Items from a data source

══════════════════════════════

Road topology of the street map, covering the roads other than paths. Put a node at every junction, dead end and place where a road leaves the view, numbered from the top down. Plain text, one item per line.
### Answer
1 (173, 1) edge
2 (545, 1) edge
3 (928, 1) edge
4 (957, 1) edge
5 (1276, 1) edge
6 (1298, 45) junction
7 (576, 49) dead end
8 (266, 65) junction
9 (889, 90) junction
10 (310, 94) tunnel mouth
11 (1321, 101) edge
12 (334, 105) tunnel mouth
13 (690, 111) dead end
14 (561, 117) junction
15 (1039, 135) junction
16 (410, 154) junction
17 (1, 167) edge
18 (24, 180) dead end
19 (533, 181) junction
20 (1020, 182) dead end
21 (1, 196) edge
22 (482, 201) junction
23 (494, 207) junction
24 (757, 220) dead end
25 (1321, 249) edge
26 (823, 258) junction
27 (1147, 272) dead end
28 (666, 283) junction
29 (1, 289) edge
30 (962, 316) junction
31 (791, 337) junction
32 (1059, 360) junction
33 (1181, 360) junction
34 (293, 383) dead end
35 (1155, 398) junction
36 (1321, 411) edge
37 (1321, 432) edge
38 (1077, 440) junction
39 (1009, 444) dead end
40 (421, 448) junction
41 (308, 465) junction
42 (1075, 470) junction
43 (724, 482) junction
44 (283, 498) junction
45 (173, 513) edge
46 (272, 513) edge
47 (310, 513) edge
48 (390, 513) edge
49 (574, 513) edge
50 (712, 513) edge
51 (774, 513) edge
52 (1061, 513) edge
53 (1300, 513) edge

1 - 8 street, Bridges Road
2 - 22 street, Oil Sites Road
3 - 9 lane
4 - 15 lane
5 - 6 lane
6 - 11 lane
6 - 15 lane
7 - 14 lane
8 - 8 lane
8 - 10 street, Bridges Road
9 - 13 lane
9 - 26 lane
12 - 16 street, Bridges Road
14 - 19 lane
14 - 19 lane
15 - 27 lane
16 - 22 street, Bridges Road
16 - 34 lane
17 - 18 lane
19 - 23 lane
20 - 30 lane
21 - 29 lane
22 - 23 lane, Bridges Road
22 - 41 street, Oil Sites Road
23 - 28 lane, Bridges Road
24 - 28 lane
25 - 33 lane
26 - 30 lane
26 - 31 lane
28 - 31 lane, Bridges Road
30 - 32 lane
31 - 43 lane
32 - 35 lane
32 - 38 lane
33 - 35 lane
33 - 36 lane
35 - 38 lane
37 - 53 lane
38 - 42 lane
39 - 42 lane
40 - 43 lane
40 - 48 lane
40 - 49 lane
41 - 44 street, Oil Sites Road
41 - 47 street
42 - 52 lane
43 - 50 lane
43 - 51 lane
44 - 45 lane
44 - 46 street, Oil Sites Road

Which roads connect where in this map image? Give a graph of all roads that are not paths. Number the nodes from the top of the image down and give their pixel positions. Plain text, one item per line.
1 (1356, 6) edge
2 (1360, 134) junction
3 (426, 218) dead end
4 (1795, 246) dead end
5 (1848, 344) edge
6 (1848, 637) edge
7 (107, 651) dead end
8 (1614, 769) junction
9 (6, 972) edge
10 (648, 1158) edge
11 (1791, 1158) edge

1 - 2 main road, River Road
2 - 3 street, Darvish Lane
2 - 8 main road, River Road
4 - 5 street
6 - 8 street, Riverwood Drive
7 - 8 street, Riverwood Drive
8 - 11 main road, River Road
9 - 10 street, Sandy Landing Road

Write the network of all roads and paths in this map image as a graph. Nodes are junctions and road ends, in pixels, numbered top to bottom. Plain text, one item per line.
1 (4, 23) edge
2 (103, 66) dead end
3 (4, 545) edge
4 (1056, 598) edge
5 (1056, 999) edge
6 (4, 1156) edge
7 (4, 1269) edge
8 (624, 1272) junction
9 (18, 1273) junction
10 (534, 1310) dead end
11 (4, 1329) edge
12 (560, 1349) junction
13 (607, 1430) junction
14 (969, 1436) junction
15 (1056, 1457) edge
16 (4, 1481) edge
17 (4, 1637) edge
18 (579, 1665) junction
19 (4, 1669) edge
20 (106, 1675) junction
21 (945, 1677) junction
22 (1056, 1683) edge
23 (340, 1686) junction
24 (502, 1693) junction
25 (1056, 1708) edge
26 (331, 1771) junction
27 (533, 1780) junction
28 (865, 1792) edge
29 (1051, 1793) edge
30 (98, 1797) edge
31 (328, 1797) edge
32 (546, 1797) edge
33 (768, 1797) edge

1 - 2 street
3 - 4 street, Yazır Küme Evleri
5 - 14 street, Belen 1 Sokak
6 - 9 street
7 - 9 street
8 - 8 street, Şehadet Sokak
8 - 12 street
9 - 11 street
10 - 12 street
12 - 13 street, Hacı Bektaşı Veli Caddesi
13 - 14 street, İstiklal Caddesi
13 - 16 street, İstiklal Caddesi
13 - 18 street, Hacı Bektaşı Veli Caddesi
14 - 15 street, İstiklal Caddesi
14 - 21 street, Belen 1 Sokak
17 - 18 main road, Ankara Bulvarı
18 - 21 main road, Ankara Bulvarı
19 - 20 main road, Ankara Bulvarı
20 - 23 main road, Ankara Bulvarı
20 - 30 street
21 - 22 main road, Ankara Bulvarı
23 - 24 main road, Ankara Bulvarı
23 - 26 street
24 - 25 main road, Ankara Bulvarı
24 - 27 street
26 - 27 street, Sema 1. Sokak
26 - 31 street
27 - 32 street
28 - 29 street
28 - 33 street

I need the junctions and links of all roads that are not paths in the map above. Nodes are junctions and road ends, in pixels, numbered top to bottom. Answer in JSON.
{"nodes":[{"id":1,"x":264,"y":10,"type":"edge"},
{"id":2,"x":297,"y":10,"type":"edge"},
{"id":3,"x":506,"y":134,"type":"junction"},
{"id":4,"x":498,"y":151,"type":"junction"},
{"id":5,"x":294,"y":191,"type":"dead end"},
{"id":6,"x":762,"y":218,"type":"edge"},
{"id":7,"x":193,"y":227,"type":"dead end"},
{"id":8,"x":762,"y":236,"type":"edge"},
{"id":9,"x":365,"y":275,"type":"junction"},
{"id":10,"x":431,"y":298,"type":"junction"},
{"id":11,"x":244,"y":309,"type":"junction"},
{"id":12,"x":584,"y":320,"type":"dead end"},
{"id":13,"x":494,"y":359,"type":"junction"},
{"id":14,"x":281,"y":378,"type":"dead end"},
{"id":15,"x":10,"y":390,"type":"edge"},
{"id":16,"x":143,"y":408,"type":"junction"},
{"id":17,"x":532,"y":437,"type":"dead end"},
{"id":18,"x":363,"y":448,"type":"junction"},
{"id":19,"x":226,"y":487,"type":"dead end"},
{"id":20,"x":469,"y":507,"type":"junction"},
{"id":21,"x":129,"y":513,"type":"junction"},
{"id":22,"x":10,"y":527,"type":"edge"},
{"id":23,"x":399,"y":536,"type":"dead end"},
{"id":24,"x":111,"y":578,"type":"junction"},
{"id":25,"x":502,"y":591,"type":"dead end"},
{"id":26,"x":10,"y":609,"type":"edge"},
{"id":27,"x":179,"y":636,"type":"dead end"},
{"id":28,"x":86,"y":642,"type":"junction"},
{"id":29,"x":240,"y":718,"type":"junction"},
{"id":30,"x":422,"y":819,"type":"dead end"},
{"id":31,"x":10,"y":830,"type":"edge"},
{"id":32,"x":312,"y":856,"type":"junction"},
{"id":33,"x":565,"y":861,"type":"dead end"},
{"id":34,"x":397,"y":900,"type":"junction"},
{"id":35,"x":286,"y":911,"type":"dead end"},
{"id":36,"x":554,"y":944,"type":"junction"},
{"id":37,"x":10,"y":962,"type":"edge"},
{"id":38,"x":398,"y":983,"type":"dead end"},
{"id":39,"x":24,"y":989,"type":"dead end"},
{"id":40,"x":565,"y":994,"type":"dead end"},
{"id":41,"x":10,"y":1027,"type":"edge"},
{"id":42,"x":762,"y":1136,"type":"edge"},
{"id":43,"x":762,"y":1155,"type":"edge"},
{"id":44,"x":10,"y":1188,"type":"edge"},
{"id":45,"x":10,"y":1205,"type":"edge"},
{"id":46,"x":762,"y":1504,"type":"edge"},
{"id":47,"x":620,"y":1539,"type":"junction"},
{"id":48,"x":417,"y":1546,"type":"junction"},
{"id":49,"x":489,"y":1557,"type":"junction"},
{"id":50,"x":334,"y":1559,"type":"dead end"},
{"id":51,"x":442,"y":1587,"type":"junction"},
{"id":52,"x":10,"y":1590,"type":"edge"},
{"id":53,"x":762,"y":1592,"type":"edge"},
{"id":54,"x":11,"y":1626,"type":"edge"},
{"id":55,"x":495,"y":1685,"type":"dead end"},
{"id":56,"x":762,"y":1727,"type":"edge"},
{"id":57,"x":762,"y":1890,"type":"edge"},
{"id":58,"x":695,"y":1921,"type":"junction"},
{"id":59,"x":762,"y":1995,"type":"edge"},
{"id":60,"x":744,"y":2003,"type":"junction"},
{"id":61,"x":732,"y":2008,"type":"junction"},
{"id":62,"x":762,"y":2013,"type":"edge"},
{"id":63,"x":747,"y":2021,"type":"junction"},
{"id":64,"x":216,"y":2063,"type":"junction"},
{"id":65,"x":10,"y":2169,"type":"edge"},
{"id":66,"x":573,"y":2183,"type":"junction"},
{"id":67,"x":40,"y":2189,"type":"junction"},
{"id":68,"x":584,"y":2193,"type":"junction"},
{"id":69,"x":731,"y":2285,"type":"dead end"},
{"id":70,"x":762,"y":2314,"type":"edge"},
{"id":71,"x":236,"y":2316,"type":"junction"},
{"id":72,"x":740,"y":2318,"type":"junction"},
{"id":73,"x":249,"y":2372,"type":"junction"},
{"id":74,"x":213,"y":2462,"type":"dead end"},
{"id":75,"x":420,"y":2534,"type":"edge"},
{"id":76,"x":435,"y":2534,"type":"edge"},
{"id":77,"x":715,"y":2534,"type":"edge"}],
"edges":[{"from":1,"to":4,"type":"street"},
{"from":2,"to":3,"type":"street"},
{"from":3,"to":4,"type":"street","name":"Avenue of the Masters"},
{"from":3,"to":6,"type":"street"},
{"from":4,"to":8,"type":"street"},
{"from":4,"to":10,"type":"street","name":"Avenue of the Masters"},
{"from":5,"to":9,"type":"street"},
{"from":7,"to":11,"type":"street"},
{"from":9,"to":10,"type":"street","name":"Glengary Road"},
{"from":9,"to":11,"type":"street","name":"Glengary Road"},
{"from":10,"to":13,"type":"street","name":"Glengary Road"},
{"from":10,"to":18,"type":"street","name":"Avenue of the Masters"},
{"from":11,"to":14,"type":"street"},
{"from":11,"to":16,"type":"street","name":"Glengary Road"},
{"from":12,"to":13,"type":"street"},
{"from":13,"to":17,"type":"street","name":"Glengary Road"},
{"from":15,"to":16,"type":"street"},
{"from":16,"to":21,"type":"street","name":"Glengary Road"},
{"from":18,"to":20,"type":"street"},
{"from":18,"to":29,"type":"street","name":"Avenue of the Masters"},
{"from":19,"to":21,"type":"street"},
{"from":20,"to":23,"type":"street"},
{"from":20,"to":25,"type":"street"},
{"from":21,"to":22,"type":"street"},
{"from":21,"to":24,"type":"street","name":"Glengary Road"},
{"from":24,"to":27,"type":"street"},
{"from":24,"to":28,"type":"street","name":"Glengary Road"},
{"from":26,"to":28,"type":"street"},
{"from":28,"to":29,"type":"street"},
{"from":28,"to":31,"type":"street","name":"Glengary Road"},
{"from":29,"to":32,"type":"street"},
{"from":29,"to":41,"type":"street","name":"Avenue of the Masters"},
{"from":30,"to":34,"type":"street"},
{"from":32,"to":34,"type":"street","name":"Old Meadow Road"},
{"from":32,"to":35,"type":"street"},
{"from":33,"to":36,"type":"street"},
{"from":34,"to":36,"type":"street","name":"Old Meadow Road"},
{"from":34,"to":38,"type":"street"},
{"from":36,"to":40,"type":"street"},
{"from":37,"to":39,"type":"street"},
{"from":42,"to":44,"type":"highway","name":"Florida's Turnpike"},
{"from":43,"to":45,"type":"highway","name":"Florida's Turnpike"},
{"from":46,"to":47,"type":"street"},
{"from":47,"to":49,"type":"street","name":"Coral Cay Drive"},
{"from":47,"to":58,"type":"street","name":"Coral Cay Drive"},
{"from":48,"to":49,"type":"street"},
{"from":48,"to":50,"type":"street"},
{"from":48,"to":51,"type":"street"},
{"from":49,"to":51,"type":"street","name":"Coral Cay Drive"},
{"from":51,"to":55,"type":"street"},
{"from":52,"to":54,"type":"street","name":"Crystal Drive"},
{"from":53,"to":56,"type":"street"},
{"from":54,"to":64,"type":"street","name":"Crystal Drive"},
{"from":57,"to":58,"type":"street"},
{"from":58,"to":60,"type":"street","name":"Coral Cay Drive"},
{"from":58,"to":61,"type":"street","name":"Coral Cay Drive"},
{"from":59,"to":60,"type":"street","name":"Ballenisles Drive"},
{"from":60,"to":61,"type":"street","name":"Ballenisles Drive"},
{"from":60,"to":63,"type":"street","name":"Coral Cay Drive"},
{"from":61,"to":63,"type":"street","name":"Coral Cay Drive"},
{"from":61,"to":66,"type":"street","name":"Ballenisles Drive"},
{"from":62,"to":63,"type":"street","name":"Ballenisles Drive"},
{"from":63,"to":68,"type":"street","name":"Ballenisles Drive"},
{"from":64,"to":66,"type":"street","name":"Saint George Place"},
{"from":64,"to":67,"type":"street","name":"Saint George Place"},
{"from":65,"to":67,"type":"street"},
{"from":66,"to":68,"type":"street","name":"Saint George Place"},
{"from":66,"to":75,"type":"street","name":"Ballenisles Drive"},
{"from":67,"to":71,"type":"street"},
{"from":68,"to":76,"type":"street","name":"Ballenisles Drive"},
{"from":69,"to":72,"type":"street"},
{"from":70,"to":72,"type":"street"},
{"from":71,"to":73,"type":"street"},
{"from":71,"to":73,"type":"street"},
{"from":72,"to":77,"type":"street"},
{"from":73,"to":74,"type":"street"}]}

══════════════════════════════

Exercise directions –
Lines that hold "pixels" are the ones to copy, so pick each out from the data.

Reply –
Write the network of all roads and paths in this map image as a graph. Nodes are junctions and road ends, in pixels, numbered top to bottom. Plain text, one item per line.
I need the junctions and links of all roads that are not paths in the map above. Nodes are junctions and road ends, in pixels, numbered top to bottom. Answer in JSON.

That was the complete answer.